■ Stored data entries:
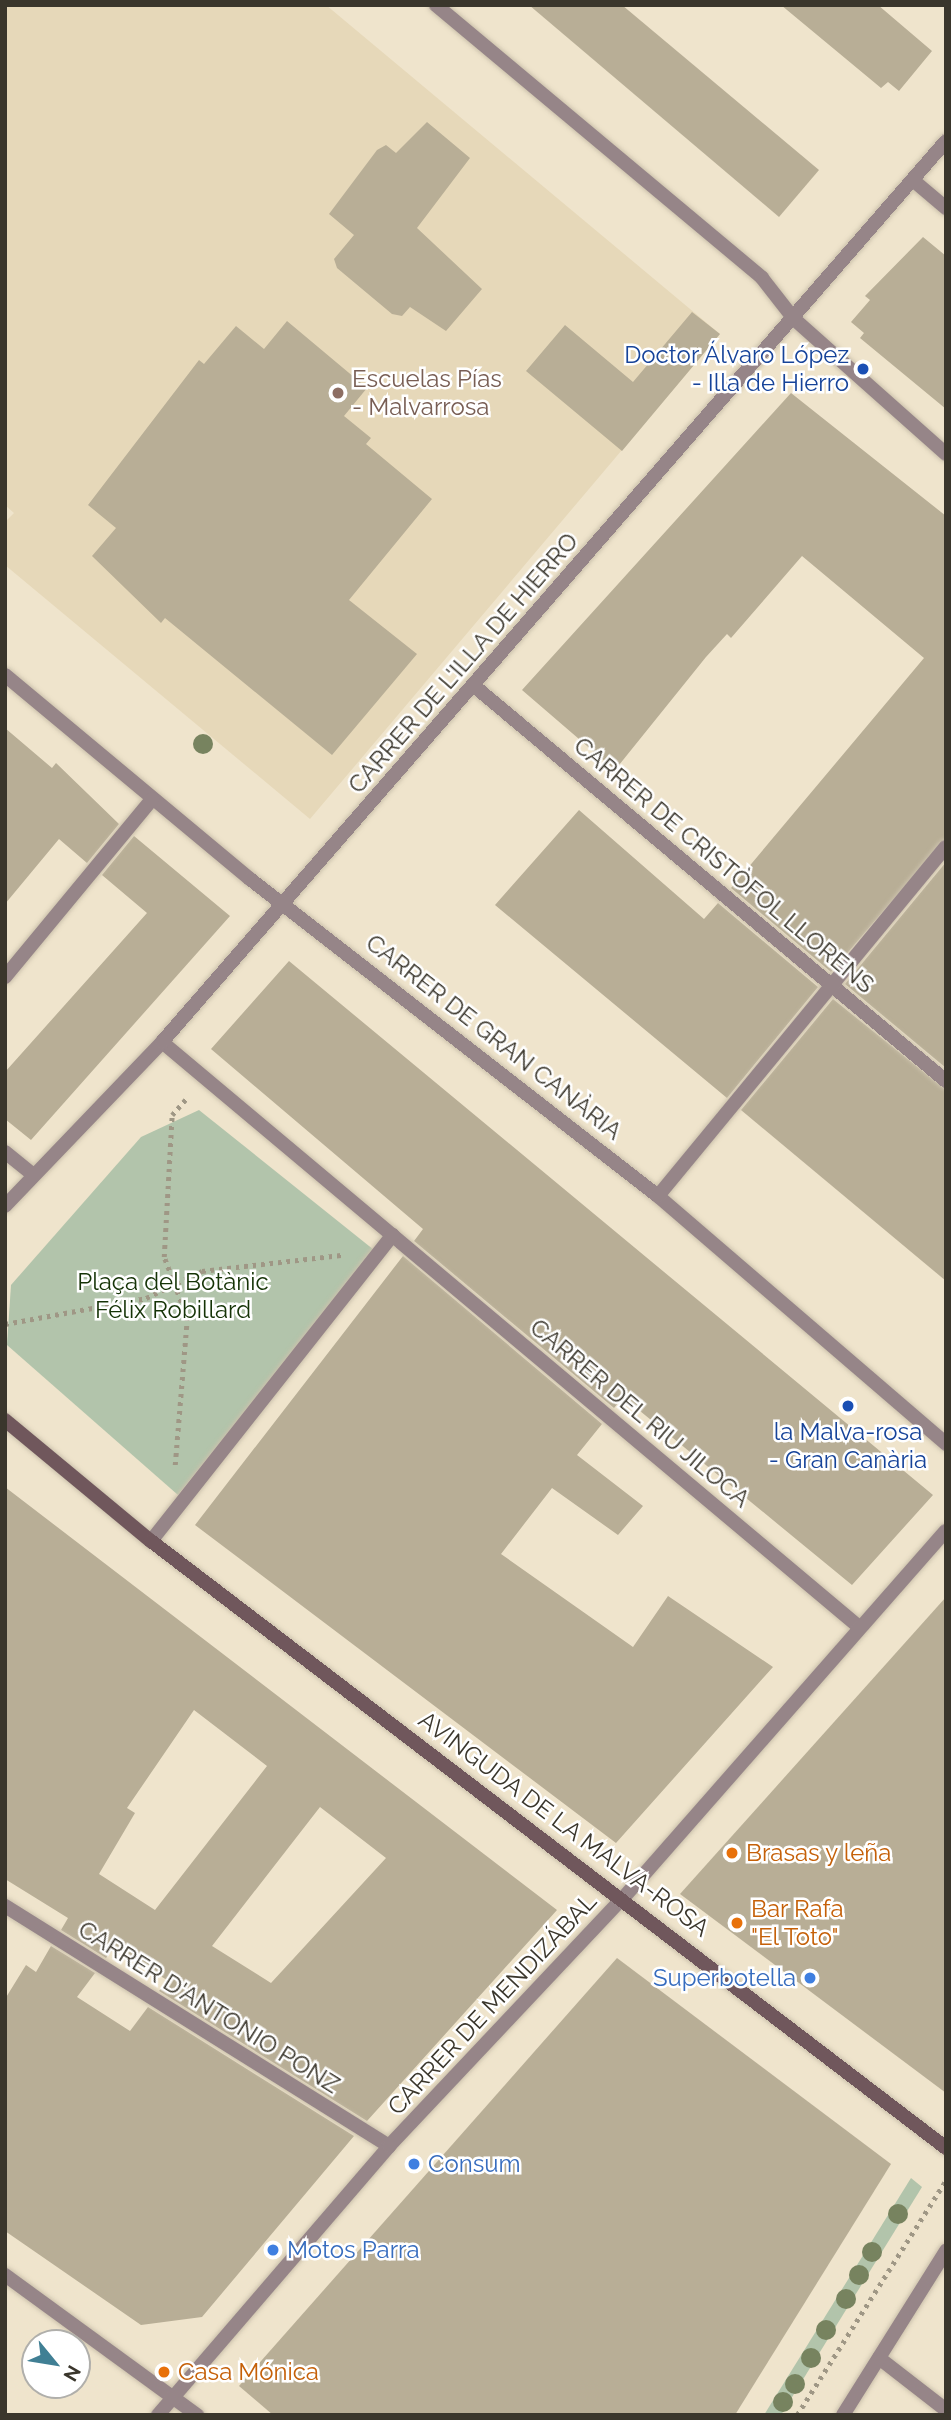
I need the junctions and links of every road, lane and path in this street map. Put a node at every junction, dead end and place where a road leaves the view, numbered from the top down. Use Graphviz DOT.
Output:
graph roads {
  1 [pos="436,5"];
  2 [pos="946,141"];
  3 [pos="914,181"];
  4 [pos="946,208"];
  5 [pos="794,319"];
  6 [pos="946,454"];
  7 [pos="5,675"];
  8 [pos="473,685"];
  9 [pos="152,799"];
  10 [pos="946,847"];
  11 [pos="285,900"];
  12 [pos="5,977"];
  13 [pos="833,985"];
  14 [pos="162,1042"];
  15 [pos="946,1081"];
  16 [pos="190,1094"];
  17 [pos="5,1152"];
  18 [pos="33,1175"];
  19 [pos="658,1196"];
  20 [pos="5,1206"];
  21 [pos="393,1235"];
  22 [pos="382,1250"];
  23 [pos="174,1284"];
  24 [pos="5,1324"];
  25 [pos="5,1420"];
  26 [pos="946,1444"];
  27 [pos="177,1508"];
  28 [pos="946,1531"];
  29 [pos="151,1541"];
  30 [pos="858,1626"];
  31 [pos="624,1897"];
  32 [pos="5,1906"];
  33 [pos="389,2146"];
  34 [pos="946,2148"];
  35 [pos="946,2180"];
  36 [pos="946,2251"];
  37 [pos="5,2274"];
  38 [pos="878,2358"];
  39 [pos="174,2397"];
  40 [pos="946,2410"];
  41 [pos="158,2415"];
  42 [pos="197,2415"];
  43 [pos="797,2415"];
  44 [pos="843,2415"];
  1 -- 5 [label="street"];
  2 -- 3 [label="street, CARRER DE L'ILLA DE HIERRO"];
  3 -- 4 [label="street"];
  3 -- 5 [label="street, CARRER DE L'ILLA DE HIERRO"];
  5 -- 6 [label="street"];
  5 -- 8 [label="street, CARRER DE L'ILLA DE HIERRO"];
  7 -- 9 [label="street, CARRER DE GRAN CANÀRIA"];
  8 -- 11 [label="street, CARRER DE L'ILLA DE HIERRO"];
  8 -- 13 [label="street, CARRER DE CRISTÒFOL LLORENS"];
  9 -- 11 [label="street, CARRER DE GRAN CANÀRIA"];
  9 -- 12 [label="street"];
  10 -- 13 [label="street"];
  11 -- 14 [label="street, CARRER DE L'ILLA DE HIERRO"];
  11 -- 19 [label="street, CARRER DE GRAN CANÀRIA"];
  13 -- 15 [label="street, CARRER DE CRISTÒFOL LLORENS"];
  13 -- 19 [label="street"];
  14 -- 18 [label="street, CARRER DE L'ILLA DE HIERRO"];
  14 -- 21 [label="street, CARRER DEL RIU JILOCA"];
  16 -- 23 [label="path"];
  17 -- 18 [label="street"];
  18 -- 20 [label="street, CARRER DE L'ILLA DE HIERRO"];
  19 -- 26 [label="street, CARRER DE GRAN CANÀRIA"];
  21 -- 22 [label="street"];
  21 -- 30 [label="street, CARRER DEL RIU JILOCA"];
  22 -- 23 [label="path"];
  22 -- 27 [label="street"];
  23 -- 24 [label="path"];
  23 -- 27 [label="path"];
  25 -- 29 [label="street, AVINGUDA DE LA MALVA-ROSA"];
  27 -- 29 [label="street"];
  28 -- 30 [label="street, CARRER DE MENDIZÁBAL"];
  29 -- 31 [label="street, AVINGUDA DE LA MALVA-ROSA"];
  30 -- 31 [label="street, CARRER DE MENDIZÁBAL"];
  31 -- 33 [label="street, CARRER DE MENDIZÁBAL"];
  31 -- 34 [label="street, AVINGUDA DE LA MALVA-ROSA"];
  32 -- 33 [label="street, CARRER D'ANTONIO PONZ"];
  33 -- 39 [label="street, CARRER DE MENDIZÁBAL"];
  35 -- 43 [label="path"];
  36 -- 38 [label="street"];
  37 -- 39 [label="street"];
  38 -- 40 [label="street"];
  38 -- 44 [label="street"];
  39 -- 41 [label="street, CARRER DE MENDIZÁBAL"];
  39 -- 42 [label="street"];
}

■ REQUIRED ACTION: Check each line above for the string "ROSA" and copy every line that has it.

■ TASK ANSWER:
  25 -- 29 [label="street, AVINGUDA DE LA MALVA-ROSA"];
  29 -- 31 [label="street, AVINGUDA DE LA MALVA-ROSA"];
  31 -- 34 [label="street, AVINGUDA DE LA MALVA-ROSA"];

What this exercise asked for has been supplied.